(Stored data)
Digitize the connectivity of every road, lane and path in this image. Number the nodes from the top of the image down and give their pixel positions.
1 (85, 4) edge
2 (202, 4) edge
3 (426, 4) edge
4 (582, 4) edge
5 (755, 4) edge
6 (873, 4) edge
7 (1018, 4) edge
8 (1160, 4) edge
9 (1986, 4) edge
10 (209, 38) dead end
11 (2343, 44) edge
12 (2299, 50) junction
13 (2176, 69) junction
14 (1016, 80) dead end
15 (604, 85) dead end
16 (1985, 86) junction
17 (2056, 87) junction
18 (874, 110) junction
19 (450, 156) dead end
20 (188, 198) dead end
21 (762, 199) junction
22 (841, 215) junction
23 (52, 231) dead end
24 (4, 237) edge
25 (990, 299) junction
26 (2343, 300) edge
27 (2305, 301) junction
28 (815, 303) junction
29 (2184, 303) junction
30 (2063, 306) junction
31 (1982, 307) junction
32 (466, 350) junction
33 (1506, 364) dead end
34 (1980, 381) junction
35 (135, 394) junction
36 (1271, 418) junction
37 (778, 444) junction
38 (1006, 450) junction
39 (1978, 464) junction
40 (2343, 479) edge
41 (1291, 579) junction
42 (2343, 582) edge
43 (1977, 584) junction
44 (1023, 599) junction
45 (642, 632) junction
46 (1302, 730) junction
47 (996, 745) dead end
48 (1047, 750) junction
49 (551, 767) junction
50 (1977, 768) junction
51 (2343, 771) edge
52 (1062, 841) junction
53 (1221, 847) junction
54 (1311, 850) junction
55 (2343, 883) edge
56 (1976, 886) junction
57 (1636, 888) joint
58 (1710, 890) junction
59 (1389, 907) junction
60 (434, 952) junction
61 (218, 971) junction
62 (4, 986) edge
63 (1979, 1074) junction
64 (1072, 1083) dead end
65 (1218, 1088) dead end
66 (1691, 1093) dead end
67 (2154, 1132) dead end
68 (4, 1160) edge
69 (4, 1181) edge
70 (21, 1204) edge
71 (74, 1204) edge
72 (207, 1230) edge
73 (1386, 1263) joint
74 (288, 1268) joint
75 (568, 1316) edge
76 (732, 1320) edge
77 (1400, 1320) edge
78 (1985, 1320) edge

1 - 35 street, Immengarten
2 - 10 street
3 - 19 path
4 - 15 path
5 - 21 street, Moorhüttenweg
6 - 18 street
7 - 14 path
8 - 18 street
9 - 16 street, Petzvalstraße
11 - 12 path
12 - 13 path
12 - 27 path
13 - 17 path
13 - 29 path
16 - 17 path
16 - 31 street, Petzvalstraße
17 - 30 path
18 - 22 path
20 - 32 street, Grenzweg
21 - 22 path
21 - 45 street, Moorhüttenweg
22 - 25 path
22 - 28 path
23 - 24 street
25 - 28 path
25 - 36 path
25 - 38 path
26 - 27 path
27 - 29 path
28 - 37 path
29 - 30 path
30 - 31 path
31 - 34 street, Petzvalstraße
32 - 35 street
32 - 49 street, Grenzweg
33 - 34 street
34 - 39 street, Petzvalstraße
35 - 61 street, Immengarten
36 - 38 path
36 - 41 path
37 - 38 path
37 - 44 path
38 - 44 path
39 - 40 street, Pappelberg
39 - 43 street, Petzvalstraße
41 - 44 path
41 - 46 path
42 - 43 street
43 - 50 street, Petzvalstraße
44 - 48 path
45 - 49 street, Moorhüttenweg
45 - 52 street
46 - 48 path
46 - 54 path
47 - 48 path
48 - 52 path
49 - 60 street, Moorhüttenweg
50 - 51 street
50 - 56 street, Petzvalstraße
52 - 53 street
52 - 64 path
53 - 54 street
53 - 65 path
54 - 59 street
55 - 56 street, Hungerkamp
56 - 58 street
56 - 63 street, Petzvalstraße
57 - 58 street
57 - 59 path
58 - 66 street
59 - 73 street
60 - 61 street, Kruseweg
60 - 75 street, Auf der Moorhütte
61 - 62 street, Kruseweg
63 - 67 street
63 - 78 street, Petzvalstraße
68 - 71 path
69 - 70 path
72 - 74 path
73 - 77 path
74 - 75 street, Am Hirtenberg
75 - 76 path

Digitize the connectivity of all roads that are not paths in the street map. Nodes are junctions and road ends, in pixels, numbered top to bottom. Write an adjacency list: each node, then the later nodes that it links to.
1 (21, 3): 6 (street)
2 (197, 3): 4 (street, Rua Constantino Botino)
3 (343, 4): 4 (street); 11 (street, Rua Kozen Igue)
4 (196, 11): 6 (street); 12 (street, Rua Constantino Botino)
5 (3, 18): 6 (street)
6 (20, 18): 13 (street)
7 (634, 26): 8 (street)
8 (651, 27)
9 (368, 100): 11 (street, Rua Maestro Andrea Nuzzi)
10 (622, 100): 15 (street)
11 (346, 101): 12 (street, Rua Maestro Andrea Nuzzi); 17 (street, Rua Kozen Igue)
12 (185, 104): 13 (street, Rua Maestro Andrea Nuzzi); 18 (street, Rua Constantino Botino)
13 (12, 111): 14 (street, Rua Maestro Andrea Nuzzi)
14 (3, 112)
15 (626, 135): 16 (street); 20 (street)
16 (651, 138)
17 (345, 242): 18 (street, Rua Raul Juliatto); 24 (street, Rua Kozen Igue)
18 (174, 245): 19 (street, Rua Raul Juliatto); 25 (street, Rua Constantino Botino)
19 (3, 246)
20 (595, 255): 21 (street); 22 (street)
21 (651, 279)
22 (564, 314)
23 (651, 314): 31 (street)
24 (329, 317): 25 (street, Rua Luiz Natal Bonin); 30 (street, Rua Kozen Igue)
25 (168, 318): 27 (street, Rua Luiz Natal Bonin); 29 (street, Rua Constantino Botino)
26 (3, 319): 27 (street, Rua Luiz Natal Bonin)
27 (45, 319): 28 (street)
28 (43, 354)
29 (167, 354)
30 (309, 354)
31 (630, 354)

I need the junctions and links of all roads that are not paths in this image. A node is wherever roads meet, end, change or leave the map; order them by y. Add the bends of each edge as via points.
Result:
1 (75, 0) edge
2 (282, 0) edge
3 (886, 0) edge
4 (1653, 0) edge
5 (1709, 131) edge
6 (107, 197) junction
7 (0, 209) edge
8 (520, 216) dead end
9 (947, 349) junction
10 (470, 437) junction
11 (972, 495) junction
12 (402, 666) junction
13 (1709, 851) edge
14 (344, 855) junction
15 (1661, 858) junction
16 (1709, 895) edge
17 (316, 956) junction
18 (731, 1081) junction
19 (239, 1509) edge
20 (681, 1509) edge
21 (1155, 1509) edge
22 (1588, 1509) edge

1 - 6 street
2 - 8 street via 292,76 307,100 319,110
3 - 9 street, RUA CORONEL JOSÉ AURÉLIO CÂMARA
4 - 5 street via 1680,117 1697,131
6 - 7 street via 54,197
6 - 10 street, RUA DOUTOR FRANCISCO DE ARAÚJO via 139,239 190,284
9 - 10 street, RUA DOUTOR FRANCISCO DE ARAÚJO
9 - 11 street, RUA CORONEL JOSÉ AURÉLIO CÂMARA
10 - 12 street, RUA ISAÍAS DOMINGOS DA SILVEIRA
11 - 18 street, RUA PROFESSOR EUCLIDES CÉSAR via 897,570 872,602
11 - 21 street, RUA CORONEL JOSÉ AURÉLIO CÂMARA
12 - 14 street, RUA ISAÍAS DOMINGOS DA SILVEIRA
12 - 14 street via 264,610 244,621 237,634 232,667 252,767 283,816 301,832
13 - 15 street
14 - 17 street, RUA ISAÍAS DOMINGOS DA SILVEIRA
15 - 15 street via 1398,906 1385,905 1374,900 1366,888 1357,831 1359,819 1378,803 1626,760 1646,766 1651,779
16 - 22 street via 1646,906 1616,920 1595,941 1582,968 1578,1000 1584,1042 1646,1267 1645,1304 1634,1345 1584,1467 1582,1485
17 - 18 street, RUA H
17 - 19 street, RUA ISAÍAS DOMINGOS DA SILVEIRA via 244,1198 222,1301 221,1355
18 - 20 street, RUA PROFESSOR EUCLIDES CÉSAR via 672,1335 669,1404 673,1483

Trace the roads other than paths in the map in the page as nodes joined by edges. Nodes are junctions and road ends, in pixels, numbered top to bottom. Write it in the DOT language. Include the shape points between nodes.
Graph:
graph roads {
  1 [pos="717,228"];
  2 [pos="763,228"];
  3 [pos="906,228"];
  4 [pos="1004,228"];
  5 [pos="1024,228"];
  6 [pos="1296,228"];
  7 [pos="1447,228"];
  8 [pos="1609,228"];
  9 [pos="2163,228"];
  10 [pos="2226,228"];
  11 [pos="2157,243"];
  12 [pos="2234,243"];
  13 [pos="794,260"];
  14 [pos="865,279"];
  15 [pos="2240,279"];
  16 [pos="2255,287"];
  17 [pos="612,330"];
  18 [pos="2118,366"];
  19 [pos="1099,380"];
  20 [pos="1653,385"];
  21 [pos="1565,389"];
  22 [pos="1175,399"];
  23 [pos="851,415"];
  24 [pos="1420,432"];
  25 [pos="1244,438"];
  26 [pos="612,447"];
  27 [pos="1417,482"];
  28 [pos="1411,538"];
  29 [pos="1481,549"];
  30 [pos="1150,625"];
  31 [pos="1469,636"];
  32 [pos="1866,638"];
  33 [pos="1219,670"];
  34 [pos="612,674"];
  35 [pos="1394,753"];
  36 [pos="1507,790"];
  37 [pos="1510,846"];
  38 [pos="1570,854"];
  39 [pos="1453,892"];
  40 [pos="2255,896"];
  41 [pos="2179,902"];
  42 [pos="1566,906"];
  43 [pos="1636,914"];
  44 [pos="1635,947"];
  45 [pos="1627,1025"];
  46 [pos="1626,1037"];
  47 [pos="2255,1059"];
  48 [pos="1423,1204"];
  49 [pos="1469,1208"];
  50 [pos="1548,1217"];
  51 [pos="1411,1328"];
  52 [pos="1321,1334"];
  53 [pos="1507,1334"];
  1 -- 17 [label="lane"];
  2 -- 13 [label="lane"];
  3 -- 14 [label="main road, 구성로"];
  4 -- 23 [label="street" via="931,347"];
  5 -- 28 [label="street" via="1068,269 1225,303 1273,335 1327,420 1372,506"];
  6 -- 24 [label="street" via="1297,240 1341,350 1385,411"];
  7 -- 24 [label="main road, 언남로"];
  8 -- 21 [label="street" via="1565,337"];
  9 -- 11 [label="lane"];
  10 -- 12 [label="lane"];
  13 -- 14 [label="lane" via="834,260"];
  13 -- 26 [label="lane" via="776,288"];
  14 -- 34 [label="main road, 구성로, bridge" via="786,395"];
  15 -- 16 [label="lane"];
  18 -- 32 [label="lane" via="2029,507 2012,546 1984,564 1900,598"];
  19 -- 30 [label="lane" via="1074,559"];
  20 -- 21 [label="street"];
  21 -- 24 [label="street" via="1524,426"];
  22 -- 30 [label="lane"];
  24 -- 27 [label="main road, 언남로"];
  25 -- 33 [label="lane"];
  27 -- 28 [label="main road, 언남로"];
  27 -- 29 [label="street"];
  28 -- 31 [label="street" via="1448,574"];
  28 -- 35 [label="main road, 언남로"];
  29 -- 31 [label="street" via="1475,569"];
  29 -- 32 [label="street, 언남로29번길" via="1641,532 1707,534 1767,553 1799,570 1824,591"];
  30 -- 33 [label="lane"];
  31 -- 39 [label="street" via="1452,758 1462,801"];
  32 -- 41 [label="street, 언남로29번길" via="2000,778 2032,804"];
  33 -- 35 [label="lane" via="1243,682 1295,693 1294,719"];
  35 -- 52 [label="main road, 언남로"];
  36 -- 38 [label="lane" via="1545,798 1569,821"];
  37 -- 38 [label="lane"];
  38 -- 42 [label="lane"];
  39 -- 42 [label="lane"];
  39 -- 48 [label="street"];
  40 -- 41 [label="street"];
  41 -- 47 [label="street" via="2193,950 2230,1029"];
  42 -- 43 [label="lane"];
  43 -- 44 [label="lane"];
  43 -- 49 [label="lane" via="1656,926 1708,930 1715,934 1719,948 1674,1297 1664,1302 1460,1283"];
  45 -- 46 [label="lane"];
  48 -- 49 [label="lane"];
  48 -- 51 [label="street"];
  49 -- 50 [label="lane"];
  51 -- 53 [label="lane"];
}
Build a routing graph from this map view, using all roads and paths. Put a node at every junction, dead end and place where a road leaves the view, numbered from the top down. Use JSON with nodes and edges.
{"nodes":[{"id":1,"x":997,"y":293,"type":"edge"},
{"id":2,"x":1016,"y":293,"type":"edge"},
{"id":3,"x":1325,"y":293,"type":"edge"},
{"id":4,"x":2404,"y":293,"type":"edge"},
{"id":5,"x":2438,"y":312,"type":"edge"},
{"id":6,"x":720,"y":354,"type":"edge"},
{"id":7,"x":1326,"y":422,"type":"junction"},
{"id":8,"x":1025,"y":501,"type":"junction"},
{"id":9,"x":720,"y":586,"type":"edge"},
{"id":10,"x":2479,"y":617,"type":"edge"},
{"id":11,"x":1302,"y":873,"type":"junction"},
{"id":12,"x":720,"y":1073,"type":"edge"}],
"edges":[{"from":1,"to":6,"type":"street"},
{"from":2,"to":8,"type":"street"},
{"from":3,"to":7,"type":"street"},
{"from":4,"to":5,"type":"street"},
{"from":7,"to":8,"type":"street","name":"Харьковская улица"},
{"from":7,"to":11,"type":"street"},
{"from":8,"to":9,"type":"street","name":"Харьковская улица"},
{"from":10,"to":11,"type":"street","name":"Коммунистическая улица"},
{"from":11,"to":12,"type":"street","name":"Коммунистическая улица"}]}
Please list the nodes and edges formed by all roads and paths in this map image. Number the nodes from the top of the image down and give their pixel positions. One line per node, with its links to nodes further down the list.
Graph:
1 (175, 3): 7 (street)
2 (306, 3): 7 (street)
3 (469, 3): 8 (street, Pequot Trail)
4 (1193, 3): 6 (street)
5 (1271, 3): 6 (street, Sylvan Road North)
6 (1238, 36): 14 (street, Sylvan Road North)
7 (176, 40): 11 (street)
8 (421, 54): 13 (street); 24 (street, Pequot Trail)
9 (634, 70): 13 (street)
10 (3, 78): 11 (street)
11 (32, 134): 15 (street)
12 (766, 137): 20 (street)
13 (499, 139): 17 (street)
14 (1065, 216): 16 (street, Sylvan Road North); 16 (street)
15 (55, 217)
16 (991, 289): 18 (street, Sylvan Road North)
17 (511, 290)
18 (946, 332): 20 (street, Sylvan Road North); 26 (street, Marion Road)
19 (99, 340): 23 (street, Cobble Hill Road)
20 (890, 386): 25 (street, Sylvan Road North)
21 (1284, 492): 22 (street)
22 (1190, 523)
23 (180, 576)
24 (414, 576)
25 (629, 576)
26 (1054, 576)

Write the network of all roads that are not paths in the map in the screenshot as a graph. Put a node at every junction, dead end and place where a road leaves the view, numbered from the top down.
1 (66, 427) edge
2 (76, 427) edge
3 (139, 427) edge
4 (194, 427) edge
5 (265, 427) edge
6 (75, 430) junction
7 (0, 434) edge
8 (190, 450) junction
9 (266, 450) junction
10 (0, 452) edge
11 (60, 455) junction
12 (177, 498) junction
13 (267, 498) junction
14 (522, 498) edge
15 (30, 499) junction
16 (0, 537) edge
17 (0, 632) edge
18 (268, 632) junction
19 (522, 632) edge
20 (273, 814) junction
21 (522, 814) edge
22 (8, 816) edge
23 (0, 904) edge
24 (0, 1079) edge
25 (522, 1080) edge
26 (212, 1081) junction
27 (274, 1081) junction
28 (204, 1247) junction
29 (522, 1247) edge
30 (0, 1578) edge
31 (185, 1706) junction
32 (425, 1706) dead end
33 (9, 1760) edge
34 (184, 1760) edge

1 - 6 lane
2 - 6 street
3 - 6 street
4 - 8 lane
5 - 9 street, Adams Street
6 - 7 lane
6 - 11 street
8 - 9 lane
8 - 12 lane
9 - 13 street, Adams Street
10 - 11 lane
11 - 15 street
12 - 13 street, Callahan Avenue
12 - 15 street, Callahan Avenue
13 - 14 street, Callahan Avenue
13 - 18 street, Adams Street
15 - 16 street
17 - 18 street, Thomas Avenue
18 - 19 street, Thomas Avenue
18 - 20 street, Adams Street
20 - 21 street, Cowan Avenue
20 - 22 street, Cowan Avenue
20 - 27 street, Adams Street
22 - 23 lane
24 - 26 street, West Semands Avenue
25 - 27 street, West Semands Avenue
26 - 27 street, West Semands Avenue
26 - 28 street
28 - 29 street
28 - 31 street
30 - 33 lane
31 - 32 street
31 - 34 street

#### [What is required]
Gather up every line in the data above that contains the word "paths", copying each one.

#### [Task answer]
Digitize the connectivity of all roads that are not paths in the street map. Nodes are junctions and road ends, in pixels, numbered top to bottom. Write an adjacency list: each node, then the later nodes that it links to.
I need the junctions and links of all roads that are not paths in this image. A node is wherever roads meet, end, change or leave the map; order them by y. Add the bends of each edge as via points.
Trace the roads other than paths in the map in the page as nodes joined by edges. Nodes are junctions and road ends, in pixels, numbered top to bottom. Write it in the DOT language. Include the shape points between nodes.
Build a routing graph from this map view, using all roads and paths. Put a node at every junction, dead end and place where a road leaves the view, numbered from the top down. Use JSON with nodes and edges.
Please list the nodes and edges formed by all roads and paths in this map image. Number the nodes from the top of the image down and give their pixel positions. One line per node, with its links to nodes further down the list.
Write the network of all roads that are not paths in the map in the screenshot as a graph. Put a node at every junction, dead end and place where a road leaves the view, numbered from the top down.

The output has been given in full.